May 25th, 2019

Without a doubt, the OnePlus 7 Pro is the best smartphone that we’ve seen from the company to date. A huge, beautiful, and smooth display, combined with the latest chipset from Qualcomm, and a triple camera to boot, all inside of a smartphone priced just under $700. What’s not to love?

But could the company have hit its peak with the OnePlus 7 Pro? Because it’s starting to look that way.

At a price of $669, the OnePlus 7 Pro is by no means a budget handset. At the same time, the budget segment has kind of been one of the main factors that OnePlus’ success is predicated upon. The OnePlus One, the phone that started it all, is an excellent example, where at $299, it was an outright steal compared to other phones at that time that were priced at least twice that amount.
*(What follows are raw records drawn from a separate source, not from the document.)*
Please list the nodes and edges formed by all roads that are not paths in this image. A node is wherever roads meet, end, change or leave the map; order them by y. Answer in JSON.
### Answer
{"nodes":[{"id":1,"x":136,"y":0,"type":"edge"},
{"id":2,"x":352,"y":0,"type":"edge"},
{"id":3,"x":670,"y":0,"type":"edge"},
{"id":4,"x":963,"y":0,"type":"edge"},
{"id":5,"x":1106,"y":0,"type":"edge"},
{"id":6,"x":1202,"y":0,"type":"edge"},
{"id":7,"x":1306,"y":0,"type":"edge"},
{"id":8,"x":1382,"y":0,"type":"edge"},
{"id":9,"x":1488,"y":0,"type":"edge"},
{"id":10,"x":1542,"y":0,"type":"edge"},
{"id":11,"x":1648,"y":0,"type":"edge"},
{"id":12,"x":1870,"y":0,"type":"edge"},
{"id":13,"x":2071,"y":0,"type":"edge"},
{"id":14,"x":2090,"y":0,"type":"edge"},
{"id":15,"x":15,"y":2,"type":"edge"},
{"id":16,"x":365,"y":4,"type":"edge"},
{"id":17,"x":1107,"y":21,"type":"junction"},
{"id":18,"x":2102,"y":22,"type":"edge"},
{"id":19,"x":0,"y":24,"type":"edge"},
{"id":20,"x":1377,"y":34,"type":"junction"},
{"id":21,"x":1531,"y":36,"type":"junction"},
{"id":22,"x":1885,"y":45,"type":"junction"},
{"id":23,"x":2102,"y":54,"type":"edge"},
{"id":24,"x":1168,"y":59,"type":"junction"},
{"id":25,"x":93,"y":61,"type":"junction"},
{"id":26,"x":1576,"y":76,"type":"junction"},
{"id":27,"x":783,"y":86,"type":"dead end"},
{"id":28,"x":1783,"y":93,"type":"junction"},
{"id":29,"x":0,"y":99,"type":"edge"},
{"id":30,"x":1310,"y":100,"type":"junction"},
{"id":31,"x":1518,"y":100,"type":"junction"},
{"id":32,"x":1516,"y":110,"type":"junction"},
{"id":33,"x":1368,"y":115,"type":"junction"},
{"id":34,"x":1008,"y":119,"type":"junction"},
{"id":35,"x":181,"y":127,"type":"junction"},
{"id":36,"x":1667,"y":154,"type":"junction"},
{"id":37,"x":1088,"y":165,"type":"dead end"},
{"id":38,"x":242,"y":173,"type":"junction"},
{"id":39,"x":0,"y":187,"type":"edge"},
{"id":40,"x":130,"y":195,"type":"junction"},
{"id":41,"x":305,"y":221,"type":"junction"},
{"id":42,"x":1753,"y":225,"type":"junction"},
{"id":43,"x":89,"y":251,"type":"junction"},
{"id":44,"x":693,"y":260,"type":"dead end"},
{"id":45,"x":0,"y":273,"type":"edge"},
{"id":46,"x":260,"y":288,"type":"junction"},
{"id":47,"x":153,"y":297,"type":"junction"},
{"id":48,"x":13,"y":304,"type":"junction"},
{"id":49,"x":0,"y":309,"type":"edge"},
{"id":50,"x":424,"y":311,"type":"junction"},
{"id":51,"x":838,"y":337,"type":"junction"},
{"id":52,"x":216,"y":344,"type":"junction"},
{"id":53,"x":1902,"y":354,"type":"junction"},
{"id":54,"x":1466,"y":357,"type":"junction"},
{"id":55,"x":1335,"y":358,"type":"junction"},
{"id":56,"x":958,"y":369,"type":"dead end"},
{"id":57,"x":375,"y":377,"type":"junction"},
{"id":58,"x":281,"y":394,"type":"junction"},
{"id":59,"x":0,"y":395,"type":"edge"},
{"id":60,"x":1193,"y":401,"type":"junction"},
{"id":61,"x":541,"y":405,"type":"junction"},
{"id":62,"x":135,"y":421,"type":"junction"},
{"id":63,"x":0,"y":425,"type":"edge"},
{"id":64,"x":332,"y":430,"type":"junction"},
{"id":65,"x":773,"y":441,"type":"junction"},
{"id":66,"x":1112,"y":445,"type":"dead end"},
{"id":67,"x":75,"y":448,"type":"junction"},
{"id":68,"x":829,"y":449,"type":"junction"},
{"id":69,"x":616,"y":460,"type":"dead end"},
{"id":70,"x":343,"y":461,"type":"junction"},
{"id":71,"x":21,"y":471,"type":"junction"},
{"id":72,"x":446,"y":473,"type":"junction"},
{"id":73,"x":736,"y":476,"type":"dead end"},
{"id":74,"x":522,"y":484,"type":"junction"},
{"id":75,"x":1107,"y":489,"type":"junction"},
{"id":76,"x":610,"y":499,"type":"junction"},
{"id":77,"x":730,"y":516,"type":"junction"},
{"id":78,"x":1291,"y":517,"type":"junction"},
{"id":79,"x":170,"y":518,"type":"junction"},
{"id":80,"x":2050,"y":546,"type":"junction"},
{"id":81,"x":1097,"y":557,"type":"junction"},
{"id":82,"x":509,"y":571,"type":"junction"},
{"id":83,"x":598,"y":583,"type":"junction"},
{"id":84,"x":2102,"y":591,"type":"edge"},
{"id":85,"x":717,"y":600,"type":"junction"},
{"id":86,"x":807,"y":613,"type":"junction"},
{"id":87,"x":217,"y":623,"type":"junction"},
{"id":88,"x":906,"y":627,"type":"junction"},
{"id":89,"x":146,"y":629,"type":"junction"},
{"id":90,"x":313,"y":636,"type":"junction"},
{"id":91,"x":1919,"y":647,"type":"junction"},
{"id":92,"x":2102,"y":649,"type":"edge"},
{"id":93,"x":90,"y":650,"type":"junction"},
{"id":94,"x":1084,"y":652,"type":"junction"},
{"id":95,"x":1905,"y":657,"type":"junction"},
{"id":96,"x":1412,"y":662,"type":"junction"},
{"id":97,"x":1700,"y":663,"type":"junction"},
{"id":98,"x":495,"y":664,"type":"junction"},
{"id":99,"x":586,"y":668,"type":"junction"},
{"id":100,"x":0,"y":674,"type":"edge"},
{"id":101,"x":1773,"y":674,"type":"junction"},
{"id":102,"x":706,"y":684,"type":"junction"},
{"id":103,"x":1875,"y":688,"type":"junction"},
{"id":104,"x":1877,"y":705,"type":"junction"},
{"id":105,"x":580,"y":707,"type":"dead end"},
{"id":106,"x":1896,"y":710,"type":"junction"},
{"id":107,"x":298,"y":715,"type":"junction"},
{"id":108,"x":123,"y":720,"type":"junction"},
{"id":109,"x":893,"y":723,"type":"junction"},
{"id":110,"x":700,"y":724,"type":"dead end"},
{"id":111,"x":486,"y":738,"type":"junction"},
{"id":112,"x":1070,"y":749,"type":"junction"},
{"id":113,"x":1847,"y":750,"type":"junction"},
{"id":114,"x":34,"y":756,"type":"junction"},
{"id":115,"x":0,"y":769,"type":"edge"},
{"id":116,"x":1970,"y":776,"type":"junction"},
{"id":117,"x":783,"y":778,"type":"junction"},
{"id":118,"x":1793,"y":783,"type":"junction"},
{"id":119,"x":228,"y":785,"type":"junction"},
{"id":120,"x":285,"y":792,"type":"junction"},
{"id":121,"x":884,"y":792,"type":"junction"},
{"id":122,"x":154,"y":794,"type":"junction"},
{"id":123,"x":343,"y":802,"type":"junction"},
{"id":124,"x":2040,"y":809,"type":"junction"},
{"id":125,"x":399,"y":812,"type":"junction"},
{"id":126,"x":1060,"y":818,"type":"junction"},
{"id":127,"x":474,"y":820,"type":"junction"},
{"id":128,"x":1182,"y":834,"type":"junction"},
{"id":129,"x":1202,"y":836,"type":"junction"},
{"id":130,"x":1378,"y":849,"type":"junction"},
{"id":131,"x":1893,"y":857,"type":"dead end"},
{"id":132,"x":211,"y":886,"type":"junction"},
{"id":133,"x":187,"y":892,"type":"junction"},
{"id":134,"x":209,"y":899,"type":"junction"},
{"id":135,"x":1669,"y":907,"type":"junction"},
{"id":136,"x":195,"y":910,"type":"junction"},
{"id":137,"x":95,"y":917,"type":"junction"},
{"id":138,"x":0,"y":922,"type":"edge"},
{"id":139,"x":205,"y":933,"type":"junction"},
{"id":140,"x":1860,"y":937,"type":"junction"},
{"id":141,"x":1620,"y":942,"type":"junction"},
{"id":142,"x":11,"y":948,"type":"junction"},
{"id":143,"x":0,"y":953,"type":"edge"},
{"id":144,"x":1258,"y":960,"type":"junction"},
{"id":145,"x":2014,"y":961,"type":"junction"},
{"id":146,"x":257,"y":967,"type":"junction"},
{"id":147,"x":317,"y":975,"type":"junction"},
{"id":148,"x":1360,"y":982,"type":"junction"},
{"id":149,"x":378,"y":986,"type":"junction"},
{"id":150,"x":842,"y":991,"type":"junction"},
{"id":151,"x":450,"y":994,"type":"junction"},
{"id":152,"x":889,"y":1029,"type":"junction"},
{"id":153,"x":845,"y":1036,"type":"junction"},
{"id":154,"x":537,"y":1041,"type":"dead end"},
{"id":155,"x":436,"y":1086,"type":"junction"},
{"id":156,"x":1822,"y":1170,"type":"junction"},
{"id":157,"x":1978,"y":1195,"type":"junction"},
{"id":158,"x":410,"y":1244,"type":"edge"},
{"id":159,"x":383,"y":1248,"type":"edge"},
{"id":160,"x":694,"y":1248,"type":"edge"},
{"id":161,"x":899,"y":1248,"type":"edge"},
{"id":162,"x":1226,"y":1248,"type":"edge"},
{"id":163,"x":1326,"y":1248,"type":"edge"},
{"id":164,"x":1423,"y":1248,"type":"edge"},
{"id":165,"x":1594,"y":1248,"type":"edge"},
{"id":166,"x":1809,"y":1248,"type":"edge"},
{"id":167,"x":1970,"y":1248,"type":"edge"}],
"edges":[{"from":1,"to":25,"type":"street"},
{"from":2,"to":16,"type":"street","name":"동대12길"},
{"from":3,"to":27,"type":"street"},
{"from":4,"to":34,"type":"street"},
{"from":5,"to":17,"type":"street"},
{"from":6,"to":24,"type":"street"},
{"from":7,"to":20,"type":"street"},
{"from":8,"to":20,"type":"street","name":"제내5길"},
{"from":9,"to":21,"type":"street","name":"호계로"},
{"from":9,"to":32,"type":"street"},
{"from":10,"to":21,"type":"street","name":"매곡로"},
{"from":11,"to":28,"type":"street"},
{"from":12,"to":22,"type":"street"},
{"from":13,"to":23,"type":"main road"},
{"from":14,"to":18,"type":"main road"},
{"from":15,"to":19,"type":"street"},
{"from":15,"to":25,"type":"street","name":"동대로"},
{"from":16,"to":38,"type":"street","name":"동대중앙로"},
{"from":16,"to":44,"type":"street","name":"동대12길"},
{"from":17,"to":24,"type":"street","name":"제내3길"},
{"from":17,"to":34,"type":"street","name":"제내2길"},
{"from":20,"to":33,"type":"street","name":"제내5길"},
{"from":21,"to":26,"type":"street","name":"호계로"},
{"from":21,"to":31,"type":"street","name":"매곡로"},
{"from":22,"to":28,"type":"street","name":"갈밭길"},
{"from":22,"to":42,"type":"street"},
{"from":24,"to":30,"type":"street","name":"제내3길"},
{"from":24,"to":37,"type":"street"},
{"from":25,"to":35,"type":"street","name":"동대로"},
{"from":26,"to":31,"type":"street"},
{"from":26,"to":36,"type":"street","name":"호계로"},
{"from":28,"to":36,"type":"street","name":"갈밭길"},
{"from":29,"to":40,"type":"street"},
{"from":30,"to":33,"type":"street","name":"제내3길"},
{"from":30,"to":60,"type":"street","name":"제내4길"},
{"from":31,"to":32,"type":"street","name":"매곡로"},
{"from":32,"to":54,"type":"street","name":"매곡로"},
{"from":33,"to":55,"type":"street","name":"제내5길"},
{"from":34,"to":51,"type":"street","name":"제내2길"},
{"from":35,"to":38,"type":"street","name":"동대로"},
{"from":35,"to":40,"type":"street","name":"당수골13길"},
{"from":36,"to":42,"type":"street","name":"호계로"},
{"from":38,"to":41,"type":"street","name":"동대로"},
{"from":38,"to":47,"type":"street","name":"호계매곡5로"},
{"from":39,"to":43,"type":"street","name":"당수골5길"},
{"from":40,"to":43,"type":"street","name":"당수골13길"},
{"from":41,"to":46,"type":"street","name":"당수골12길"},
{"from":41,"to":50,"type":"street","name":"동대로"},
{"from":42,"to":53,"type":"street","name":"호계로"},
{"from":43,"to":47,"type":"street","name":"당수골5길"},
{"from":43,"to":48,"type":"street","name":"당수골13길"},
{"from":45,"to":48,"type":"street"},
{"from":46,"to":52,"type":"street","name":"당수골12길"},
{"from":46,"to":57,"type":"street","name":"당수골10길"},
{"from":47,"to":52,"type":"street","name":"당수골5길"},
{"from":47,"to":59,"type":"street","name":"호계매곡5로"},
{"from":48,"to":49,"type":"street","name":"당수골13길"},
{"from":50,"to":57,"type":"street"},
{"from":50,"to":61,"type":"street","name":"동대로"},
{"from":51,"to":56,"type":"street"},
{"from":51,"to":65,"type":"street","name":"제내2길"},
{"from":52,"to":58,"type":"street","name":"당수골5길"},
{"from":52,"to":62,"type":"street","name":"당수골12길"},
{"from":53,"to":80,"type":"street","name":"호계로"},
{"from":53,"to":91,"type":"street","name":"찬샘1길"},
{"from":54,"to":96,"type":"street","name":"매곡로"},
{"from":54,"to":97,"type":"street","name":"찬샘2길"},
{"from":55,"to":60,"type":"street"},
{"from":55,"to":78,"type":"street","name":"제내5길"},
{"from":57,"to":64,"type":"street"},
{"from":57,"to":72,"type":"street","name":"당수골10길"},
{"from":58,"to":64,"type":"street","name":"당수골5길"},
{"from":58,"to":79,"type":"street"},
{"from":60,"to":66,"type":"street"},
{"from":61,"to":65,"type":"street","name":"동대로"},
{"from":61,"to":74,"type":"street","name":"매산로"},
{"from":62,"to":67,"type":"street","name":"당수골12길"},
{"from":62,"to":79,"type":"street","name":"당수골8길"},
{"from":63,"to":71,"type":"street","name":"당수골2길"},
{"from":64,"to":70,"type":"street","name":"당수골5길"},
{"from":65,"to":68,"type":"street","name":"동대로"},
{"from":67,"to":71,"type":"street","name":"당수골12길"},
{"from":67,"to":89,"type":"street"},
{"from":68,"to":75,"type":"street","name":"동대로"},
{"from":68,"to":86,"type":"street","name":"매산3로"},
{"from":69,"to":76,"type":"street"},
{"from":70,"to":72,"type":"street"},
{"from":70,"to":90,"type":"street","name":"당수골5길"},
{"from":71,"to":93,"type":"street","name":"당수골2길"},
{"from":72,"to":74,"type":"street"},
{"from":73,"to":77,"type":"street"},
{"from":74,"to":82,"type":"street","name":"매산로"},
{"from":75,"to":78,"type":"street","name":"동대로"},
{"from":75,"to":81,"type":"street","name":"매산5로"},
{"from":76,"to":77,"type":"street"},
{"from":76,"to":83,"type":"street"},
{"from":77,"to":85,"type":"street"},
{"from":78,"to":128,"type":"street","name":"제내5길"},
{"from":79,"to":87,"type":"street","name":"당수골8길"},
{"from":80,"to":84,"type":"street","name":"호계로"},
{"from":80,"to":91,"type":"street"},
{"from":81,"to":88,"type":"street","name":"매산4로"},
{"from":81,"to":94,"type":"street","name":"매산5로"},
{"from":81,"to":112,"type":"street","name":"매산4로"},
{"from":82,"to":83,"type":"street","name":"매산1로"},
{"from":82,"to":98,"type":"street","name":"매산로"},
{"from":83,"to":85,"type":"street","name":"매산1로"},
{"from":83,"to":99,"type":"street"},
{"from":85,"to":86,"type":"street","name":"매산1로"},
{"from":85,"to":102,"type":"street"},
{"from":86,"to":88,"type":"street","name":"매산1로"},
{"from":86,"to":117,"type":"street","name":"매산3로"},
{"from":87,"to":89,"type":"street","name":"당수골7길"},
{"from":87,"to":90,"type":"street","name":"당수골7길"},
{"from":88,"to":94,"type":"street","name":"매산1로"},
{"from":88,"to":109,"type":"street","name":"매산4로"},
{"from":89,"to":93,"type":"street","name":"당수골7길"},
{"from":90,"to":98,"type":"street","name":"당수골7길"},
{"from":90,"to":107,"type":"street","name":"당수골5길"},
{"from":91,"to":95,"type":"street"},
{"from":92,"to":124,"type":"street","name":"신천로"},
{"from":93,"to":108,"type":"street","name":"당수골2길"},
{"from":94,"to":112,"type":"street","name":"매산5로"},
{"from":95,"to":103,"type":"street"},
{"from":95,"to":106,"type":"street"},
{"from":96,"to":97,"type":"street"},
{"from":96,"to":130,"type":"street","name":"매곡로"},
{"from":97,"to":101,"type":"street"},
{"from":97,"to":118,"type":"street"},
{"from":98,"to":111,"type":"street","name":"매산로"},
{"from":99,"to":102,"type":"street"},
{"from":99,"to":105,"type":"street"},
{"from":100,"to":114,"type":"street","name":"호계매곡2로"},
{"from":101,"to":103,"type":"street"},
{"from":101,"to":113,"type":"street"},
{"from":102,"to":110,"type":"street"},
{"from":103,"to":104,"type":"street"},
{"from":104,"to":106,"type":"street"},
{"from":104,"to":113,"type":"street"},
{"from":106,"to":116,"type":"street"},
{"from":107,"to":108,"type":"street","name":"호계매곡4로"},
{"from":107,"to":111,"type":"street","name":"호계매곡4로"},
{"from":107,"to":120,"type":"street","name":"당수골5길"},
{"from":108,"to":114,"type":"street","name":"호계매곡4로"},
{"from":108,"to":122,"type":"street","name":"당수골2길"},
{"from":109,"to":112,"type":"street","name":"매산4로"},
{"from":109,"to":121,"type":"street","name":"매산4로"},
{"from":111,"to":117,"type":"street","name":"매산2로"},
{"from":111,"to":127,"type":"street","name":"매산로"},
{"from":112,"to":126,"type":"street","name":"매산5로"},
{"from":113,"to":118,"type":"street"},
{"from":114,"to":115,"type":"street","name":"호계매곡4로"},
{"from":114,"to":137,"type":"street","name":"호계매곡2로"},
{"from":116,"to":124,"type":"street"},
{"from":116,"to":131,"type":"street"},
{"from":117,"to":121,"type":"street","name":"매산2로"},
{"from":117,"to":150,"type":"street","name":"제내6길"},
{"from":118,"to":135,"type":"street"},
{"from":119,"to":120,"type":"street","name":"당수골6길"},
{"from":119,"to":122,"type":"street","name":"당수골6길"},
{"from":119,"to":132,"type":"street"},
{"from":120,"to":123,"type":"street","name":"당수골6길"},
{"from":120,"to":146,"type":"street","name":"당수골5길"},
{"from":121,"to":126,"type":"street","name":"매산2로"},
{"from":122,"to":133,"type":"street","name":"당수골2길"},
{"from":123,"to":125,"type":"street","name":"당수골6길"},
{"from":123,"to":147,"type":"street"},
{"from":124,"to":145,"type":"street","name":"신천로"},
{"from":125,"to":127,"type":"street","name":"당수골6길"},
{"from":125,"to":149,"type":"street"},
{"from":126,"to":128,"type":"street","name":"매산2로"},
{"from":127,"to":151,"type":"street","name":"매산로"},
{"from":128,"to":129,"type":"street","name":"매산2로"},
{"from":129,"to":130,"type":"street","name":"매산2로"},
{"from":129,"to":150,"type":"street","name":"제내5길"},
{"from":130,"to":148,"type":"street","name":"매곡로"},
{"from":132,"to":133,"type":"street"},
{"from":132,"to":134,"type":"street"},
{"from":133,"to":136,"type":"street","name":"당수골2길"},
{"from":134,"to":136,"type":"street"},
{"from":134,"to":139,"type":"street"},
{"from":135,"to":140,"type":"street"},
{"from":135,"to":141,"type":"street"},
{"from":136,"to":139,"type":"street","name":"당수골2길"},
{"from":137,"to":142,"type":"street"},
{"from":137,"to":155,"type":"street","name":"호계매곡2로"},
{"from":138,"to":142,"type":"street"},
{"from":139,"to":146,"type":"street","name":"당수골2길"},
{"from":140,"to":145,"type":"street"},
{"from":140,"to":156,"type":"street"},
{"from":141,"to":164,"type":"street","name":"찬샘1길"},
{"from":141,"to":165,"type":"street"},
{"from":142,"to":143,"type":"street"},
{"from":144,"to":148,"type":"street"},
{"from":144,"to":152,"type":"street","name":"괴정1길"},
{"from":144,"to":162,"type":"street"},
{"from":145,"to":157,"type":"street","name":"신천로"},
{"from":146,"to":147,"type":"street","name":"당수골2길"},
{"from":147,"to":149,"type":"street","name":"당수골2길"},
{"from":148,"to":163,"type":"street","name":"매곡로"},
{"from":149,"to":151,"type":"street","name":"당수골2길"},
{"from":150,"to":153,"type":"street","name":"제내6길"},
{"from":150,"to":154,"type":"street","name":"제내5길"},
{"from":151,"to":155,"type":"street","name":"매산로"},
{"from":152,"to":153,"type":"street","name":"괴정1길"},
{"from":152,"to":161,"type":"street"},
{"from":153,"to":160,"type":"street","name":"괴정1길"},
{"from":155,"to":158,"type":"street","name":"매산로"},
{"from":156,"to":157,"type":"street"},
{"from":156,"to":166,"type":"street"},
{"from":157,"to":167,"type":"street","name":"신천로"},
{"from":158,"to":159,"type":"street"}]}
But as we have seen over the years, the price of OnePlus smartphones have increased steadily, where the OnePlus 7 Pro is the company’s most expensive handset to date and is an increase of over $100 from its predecessor, the OnePlus 6T.

Not to say that it’s not worth it (it is), but we imagine that moving forwards with each future release, OnePlus prices will probably get to the point where it will be similar to what other companies, such as Samsung, are charging.

The phone is also at an awkward crossroads, where it is still cheap enough to be considered, but at the same time more expensive than some of the alternatives out there like the upcoming Honor 20, the Honor View 20, and the recently launched ASUS Zenfone 6.

This means that OnePlus is in danger of entering territory controlled by more established players with vast resources who can afford to build multiple smartphones that cover the entire pricing spectrum. After all, there is a very good reason why Samsung is still holding the position of the world’s largest smartphone company. This also means that upon entering that pricing territory, customers will need to consider other factors (besides price) when trying to decide between a OnePlus handset, a Samsung phone, or a Google Pixel device.

Perhaps this has been OnePlus’ goal all along, to lure customers in with its cheap and value-for-money handsets, build up a loyal following, and then lock them in with future devices. It has worked out for companies such as Apple and Samsung, where despite their outrageous prices, brand loyalty has resulted in customers continuously purchasing their smartphones year after year.

That being said, we don’t think that OnePlus has hit its peak yet, but as we have pointed out, they are getting dangerously close. We think that the company could probably survive one or two more price hikes before customers start paying more attention to the details and looking at alternatives, but hopefully, by then, OnePlus will have reached a point where they’ll be able to justify its price.